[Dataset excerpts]
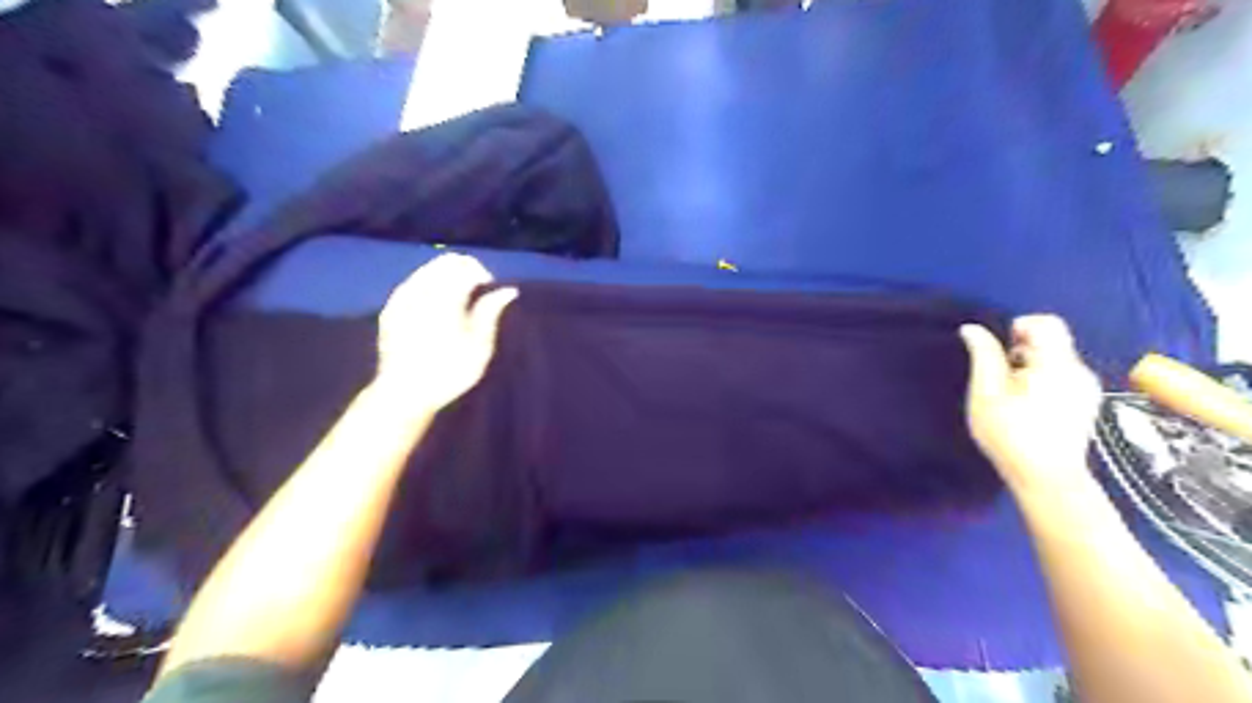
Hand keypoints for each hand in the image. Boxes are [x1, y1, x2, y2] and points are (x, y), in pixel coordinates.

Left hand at [378, 251, 521, 411]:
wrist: (404, 394)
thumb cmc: (449, 373)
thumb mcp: (479, 347)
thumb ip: (490, 313)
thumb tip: (508, 290)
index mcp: (445, 300)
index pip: (464, 266)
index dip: (481, 272)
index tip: (489, 287)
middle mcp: (421, 292)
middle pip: (444, 262)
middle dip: (463, 269)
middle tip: (476, 289)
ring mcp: (401, 299)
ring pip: (426, 270)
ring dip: (445, 276)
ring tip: (458, 298)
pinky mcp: (390, 309)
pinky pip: (411, 284)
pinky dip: (427, 286)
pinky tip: (435, 306)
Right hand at [960, 316, 1098, 497]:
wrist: (1047, 479)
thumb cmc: (1010, 435)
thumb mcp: (985, 394)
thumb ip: (983, 356)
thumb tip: (972, 329)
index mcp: (1056, 364)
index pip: (1046, 323)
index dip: (1018, 327)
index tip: (999, 352)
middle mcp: (1079, 370)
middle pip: (1051, 341)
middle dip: (1020, 351)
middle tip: (999, 379)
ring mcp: (1087, 387)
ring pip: (1055, 359)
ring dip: (1030, 367)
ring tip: (1011, 396)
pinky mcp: (1087, 402)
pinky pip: (1062, 376)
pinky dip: (1042, 380)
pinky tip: (1028, 406)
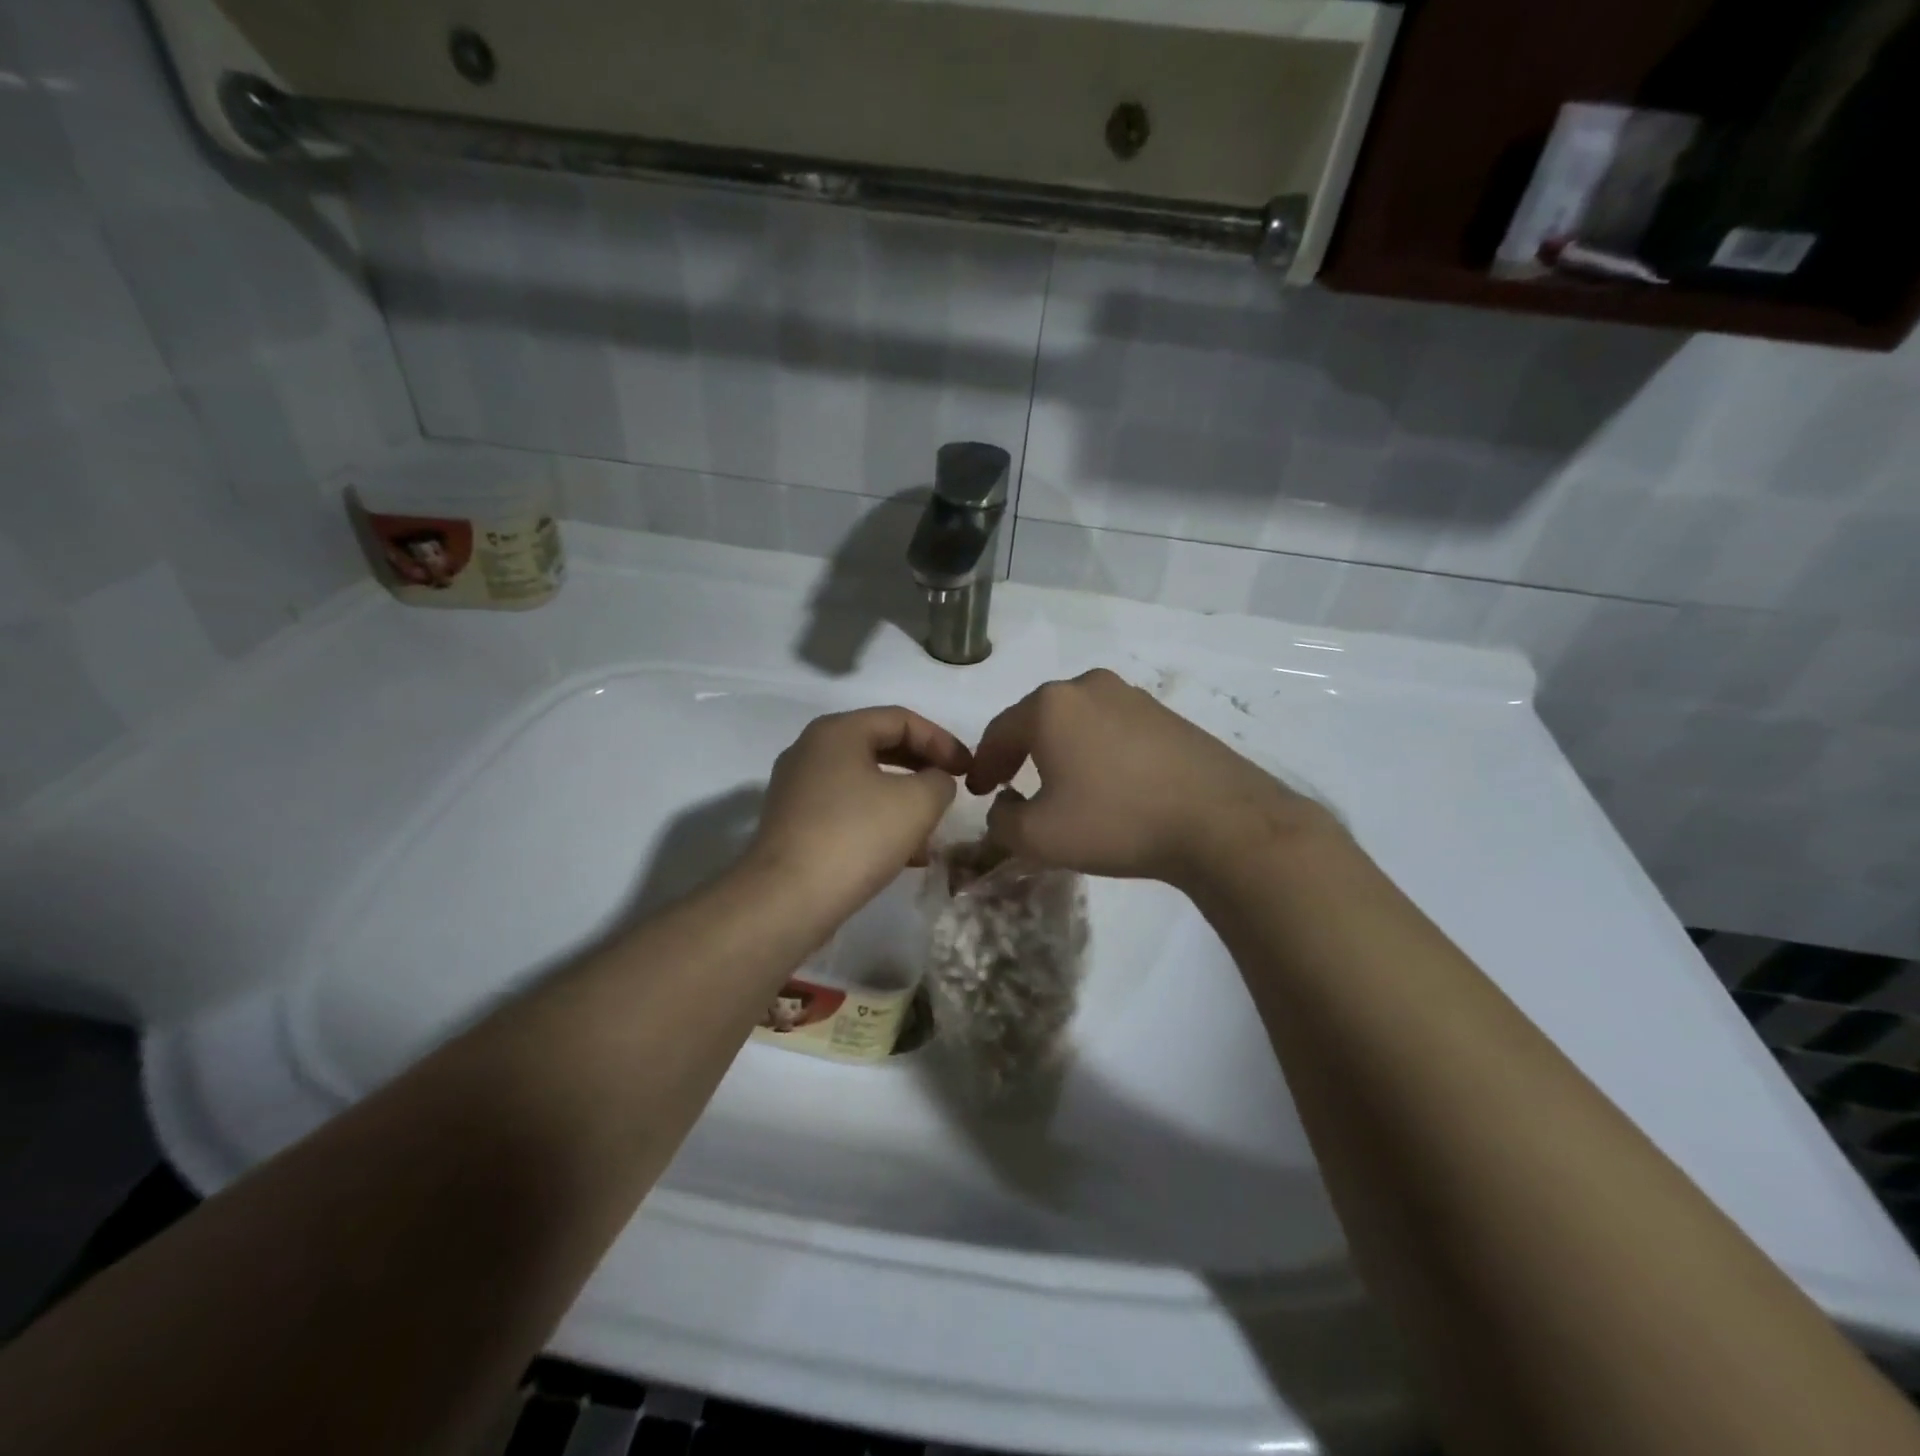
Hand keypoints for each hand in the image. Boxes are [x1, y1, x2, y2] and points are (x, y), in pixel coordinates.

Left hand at [748, 706, 971, 913]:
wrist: (786, 899)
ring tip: (934, 828)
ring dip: (904, 800)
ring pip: (864, 783)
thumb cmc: (856, 837)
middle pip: (880, 747)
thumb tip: (935, 782)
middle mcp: (811, 751)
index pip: (901, 719)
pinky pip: (847, 810)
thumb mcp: (917, 803)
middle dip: (922, 768)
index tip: (968, 769)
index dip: (942, 740)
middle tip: (953, 788)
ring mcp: (798, 789)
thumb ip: (939, 781)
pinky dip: (879, 822)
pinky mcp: (794, 825)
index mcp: (837, 732)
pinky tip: (906, 855)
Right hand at [966, 669, 1331, 887]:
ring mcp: (1132, 696)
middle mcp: (1088, 687)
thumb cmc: (1116, 821)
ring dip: (1058, 749)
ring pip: (1077, 721)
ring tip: (1057, 782)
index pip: (999, 732)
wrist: (1219, 821)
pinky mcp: (1165, 714)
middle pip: (1037, 719)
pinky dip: (1095, 750)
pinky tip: (1105, 780)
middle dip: (1018, 751)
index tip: (978, 791)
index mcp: (1050, 706)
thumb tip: (1005, 805)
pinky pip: (1112, 728)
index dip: (983, 764)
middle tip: (1009, 783)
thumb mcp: (1039, 837)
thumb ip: (1002, 821)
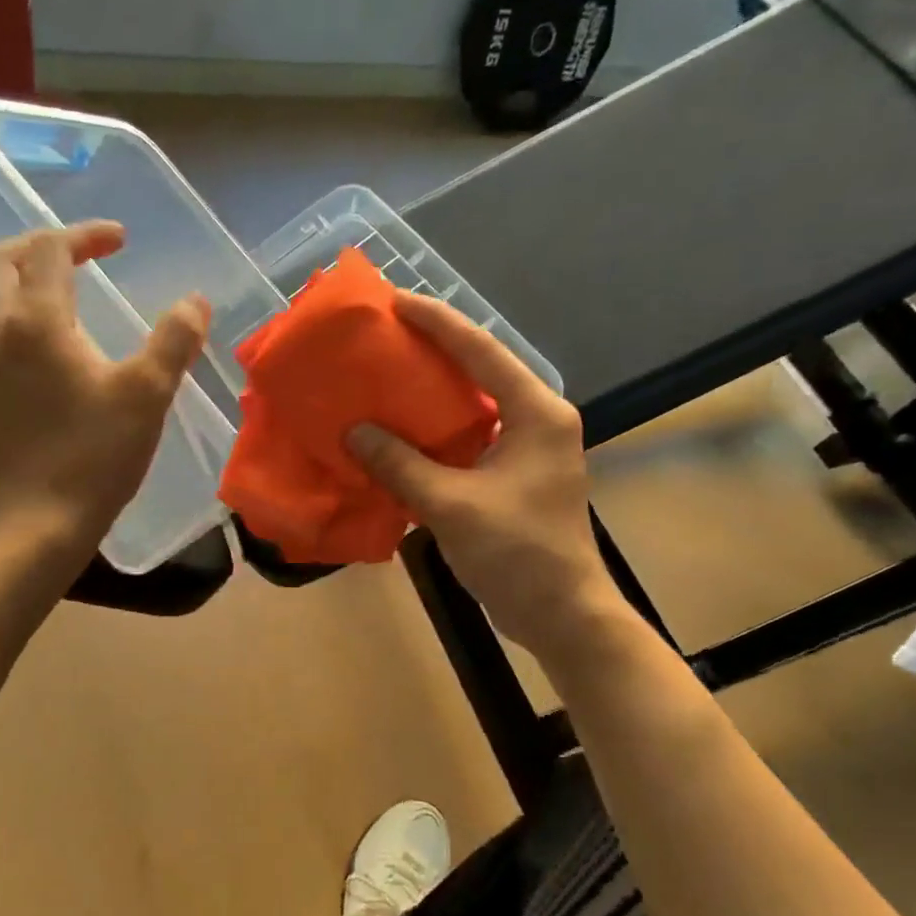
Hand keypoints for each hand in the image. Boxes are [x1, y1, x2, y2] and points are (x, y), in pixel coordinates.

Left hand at [0, 221, 207, 549]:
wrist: (44, 518)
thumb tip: (195, 301)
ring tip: (46, 290)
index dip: (86, 234)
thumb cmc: (99, 454)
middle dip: (38, 244)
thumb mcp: (149, 393)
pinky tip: (26, 343)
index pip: (50, 249)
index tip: (120, 242)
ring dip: (9, 278)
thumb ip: (174, 340)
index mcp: (38, 322)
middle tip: (78, 254)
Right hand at [346, 292, 624, 656]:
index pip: (482, 351)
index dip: (438, 322)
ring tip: (385, 379)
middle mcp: (537, 421)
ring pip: (473, 408)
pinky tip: (400, 435)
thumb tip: (354, 431)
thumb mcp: (452, 505)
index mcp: (536, 413)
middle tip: (384, 337)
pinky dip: (435, 436)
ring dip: (431, 396)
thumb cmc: (517, 553)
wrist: (561, 615)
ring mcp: (528, 451)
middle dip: (433, 352)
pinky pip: (469, 441)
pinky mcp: (514, 478)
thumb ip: (400, 465)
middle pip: (480, 372)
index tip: (395, 301)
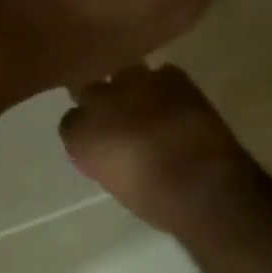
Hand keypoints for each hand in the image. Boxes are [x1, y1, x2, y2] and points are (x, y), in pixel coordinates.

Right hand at [59, 63, 269, 237]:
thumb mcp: (117, 184)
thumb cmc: (155, 201)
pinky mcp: (170, 77)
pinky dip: (165, 86)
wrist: (201, 184)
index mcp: (80, 134)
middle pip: (87, 87)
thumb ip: (105, 159)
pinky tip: (174, 102)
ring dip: (130, 86)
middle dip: (98, 98)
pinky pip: (162, 73)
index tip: (97, 140)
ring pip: (122, 72)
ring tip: (144, 101)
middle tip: (114, 115)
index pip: (70, 122)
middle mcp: (99, 101)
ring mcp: (135, 83)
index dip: (85, 129)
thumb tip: (112, 152)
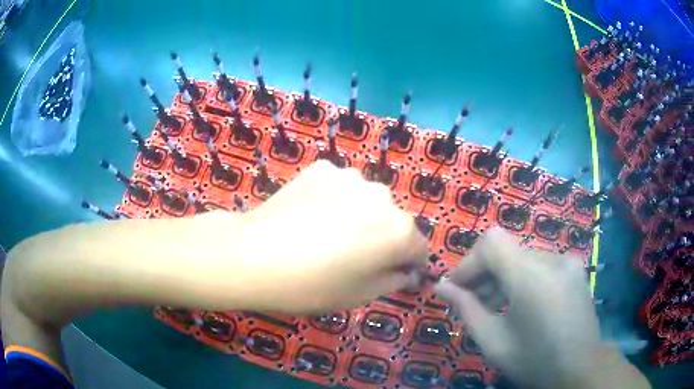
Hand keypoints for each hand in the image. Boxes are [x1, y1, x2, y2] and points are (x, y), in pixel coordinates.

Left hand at [231, 161, 428, 312]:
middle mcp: (384, 197)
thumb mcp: (360, 295)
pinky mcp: (324, 167)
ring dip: (359, 215)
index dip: (408, 264)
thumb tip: (406, 272)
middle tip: (352, 256)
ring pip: (366, 201)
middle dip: (383, 238)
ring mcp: (352, 177)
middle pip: (393, 222)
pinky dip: (333, 200)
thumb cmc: (312, 285)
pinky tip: (309, 215)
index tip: (392, 273)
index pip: (419, 249)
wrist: (255, 255)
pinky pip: (339, 187)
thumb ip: (394, 280)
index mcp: (400, 231)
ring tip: (327, 233)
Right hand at [434, 228, 649, 388]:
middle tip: (471, 303)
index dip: (469, 262)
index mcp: (532, 276)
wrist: (581, 368)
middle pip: (507, 250)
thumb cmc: (535, 361)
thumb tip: (443, 287)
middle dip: (483, 274)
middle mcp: (552, 258)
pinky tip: (521, 305)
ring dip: (503, 278)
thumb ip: (467, 310)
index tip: (457, 289)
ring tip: (495, 308)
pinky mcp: (574, 268)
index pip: (491, 242)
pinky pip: (540, 264)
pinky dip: (523, 279)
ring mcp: (567, 261)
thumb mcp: (494, 342)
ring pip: (523, 257)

Prompt:
In the data above, the stretch from the line with "thumb ip: (983, 356)" through the line with "thumb tip: (1005, 805)" is to be returned exactly, minus any pictures.

Expected answer:
thumb ip: (983, 356)
thumb tip: (972, 329)
index mcp: (1056, 364)
index pip: (1046, 323)
index dip: (1018, 327)
index tip: (999, 352)
middle mcp: (1079, 370)
middle pip: (1051, 341)
middle dip: (1020, 351)
middle tip: (999, 379)
ring mcp: (1087, 387)
ring pip: (1055, 359)
ring dip: (1030, 367)
ring tip: (1011, 396)
pinky mcp: (1087, 402)
pinky pip: (1062, 376)
pinky dip: (1042, 380)
pinky tip: (1028, 406)
Hand keypoints for each hand in the image. Boxes are [x1, y1, x2, y2] and points are (x, y), in pixel coordinates.

Left hand at [748, 706, 971, 913]:
wrist: (786, 899)
ring tip: (934, 828)
ring dip: (904, 800)
ring pip: (864, 783)
thumb cmc: (856, 837)
middle pip: (880, 747)
thumb tip: (935, 782)
middle mcp: (811, 751)
index pip: (901, 719)
pinky pip: (847, 810)
thumb mcp: (917, 803)
middle dip: (922, 768)
index tip: (968, 769)
index dip: (942, 740)
middle tip: (953, 788)
ring mcp: (798, 789)
thumb ip: (939, 781)
pinky dip: (879, 822)
pinky mcp: (794, 825)
index mcp: (837, 732)
pinky tip: (906, 855)
Right hand at [966, 669, 1331, 887]:
ring mcp: (1132, 696)
middle mcp: (1088, 687)
thumb cmc: (1116, 821)
ring dip: (1058, 749)
ring pip: (1077, 721)
ring tip: (1057, 782)
index pip: (999, 732)
wrist: (1219, 821)
pinky mcp: (1165, 714)
middle pip: (1037, 719)
pinky dip: (1095, 750)
pinky tip: (1105, 780)
middle dip: (1018, 751)
index tip: (978, 791)
index mcp: (1050, 706)
thumb tip: (1005, 805)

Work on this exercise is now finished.